» **PROBLEM TO SOLVE**
Each line of the listing where the string "Byams" appears is to be identified and copied.

______________________________

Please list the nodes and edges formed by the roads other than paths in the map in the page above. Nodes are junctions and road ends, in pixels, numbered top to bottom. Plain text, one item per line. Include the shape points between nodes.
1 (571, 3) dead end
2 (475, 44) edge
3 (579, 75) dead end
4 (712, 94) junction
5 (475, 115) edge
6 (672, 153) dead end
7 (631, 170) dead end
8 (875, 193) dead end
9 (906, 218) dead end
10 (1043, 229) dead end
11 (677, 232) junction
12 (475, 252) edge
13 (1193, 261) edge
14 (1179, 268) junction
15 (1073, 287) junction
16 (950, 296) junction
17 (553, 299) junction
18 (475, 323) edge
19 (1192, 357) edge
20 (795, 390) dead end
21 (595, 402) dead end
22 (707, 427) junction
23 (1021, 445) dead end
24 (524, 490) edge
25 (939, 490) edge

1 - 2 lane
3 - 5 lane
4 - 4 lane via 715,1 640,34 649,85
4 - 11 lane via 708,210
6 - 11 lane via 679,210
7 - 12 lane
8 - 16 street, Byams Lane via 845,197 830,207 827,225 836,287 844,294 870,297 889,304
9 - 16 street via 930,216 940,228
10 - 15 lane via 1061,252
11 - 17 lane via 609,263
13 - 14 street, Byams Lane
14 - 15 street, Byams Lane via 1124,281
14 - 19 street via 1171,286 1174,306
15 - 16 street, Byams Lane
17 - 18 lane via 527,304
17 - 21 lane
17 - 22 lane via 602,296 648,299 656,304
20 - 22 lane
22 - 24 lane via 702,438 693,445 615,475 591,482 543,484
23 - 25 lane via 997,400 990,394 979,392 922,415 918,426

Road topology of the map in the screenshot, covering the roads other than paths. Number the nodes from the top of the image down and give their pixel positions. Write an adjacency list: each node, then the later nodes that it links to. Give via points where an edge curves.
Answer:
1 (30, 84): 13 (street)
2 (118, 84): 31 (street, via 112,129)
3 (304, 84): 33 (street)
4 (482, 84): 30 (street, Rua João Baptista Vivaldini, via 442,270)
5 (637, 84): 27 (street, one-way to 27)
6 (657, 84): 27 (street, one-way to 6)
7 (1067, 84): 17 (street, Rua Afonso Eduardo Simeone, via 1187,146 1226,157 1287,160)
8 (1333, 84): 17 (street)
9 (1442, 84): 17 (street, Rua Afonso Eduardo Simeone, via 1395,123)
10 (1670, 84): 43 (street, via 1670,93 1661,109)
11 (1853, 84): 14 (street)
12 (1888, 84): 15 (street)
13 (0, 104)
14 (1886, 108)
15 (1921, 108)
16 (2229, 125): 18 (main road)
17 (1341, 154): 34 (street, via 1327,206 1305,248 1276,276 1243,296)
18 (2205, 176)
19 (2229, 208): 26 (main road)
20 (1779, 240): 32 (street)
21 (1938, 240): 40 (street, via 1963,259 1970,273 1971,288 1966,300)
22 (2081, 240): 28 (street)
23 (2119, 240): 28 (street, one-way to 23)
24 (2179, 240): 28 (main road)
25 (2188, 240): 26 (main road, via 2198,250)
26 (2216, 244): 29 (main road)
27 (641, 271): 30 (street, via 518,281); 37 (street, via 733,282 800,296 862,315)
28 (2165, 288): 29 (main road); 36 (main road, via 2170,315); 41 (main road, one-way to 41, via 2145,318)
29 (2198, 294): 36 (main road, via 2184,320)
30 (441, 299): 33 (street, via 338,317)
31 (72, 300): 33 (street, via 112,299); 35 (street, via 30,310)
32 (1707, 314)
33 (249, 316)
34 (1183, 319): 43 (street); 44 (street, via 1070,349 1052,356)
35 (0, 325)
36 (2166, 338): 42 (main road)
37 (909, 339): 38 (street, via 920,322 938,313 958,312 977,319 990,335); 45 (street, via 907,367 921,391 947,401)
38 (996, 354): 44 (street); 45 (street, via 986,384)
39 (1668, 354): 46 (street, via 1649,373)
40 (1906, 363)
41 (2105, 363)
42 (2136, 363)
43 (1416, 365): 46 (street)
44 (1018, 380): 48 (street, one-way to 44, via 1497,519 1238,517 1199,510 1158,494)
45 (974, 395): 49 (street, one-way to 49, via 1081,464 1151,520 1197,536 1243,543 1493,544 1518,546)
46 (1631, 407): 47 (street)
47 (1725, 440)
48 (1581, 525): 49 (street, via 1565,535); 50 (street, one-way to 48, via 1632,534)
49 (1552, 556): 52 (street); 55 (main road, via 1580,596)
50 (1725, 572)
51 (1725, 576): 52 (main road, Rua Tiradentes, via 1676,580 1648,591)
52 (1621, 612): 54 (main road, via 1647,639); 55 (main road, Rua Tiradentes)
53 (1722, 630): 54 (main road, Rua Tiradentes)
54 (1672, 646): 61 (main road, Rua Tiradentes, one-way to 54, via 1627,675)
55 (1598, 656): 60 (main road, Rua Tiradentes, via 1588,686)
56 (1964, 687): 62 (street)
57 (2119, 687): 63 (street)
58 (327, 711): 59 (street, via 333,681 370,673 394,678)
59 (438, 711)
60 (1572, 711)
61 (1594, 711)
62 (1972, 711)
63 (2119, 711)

______________________________

» **SOLUTION TO THE PROBLEM**
8 - 16 street, Byams Lane via 845,197 830,207 827,225 836,287 844,294 870,297 889,304
13 - 14 street, Byams Lane
14 - 15 street, Byams Lane via 1124,281
15 - 16 street, Byams Lane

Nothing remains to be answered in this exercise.